3) Present the candidacy proposal: I submitted my candidacy proposal on June 25 and my committee had about ten days to review it. On July 5, I met with the three members of my committee. I gave an informal presentation about my proposal that lasted about 25 minutes, then they asked me questions for another 25 minutes. Answering questions from three experienced researchers was very intimidating; however, I really felt like all my years of teaching and presenting had prepared me for this moment. Based on my proposal, they decided that I was ready to begin the candidacy process. I really wasn't sure if they would accept my proposal or not, because it just seemed so last minute and thrown together--although I worked really hard on it, I felt like I didn't have a handle on my new topic or the research design. But as my supervisor reassured me after the meeting, everyone feels exactly like that (or else she's just really nice).

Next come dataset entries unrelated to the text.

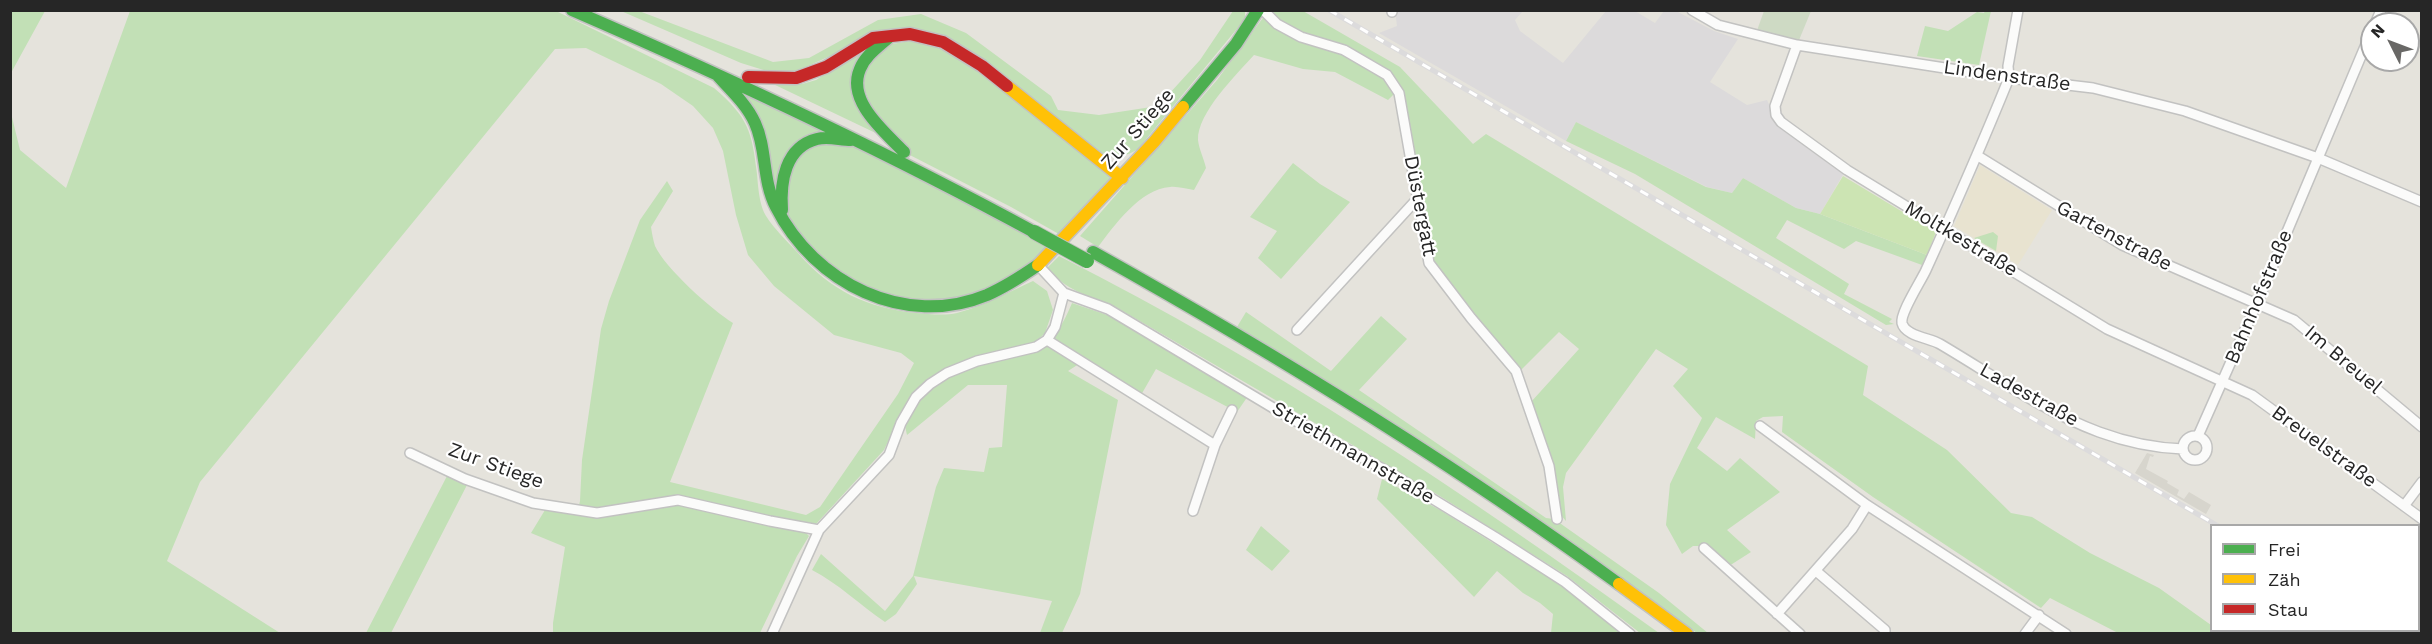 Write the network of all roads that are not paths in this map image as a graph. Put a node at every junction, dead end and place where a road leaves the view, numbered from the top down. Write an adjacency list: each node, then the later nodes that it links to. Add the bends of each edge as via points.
1 (572, 10): 10 (main road)
2 (599, 10): 11 (main road)
3 (1258, 10): 17 (main road, Zur Stiege, via 1218,66)
4 (1263, 10): 18 (street, Düstergatt, via 1277,24 1301,37 1344,50 1387,75 1399,93)
5 (1692, 10): 8 (street, Lindenstraße, via 1719,25)
6 (2018, 10): 12 (street)
7 (891, 36): 11 (main road, via 873,38 811,74 796,78); 14 (main road, via 860,67 857,93 868,114); 17 (main road, via 927,37 960,52)
8 (1797, 45): 12 (street, Lindenstraße); 22 (street, Moltkestraße, via 1775,106 1779,120 1847,170)
9 (2360, 58): 16 (street, Bahnhofstraße)
10 (716, 73): 13 (main road); 20 (main road, Zur Stiege, via 754,123 772,199)
11 (748, 77): 14 (main road)
12 (2009, 78): 15 (street); 16 (street, Lindenstraße, via 2093,88 2185,111)
13 (858, 140): 20 (main road, via 819,139 794,153 782,180); 21 (main road)
14 (904, 152): 21 (main road)
15 (1977, 156): 22 (street); 26 (street, Gartenstraße, via 2122,245)
16 (2318, 158): 19 (street, Lindenstraße); 26 (street, Bahnhofstraße)
17 (1122, 178): 24 (main road, Zur Stiege)
18 (1418, 198): 27 (street); 41 (street, Düstergatt, via 1429,262 1516,371 1549,466)
19 (2421, 202)
20 (783, 217): 24 (main road, Zur Stiege, via 799,243 831,273 867,295 908,306 976,300 1019,280)
21 (1037, 227): 23 (main road)
22 (1945, 229): 29 (street, Moltkestraße, via 2107,328); 35 (street, Ladestraße, via 1902,320 1909,332 1934,341 2078,423 2152,447)
23 (1090, 256): 50 (main road, via 1387,439); 51 (main road, via 1243,338 1403,437)
24 (1038, 265): 25 (street, Striethmannstraße)
25 (1064, 293): 28 (street, via 1055,327); 49 (street, Striethmannstraße, via 1108,309 1392,474 1566,582)
26 (2258, 303): 29 (street, Bahnhofstraße); 32 (street, Im Breuel, via 2294,320)
27 (1297, 330)
28 (1047, 339): 34 (street); 43 (street, via 1036,347 977,361 930,384 916,397 889,455)
29 (2223, 380): 33 (street, Bahnhofstraße); 39 (street, Breuelstraße, via 2252,395)
30 (1232, 410): 34 (street)
31 (1760, 426): 38 (street)
32 (2421, 427)
33 (2198, 436): 35 (street, via 2187,439); 35 (street, via 2207,446 2202,459 2188,458)
34 (1215, 445): 40 (street)
35 (2183, 449)
36 (410, 453): 43 (street, Zur Stiege, via 465,479 533,503 597,513 678,500)
37 (2421, 482): 39 (street)
38 (1867, 505): 45 (street, via 1852,530); 47 (street)
39 (2404, 506): 42 (street, Breuelstraße)
40 (1193, 511)
41 (1557, 519)
42 (2421, 519)
43 (819, 530): 48 (street)
44 (1704, 548): 46 (street)
45 (1816, 572): 46 (street); 53 (street)
46 (1777, 614): 52 (street)
47 (2039, 615): 54 (street); 55 (street)
48 (771, 633)
49 (1630, 633)
50 (1670, 633)
51 (1687, 633)
52 (1800, 633)
53 (1886, 633)
54 (2025, 633)
55 (2066, 633)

4) The first question: after I left, my committee met and decided on two questions for me. One question is about research design and the other one focuses on theory and a literature review. I received my first question on Friday, July 6, which meant I had exactly one week to write and submit a 20-25 page paper answering my question. My supervisor is no longer allowed to help me as now is the time for me to demonstrate strong and independent academic work.
My research process is a messy one 
My first question focused on my research design (case study). So for an entire week I immersed myself in case study research design. And, I couldn't just write about my thoughts and opinions...every idea needed to be substantiated by existing research or the writings of case study scholars. Unfortunately case study is kind of airy-fairy (Is it a methodology or a method or none of the above? Oh wait, maybe it's all of the above?!) with lots of opinions about how it should be done, so it was really difficult to figure it all out for myself. I actually thought about case study nearly every moment of every day and I dreamed about it too. I researched all weekend and Monday, then started writing on Tuesday. On Thursday night, I wrote until nearly 3 am, then got up the next morning, finished the paper, and edited it.  Academic writing requires a particular style--in education, I have to write and cite references in APA format which is the pickiest, fussiest thing in the world. For my final proofread, I read all 23 pages out loud and actually started crying when I got to the conclusion (dramatic, sleep-deprived, super stressed out...all of the above).
I submitted my paper just in time for happy hour on Friday. Now my committee has two weeks to review it, and I will either pass and be given my second question, or I might be required to edit it and re-submit it, or I just might fail if they decide that I don't demonstrate a thorough enough understanding of case study. I don't know what will happen. All I know is that I did my absolute best work and that I couldn't have worked harder. If it's not good enough, it's not good enough. If I pass this question, I will receive my second question in two weeks and I'll have another week to produce a 20-25 page paper that I anticipate focuses on theory and the relevant literature.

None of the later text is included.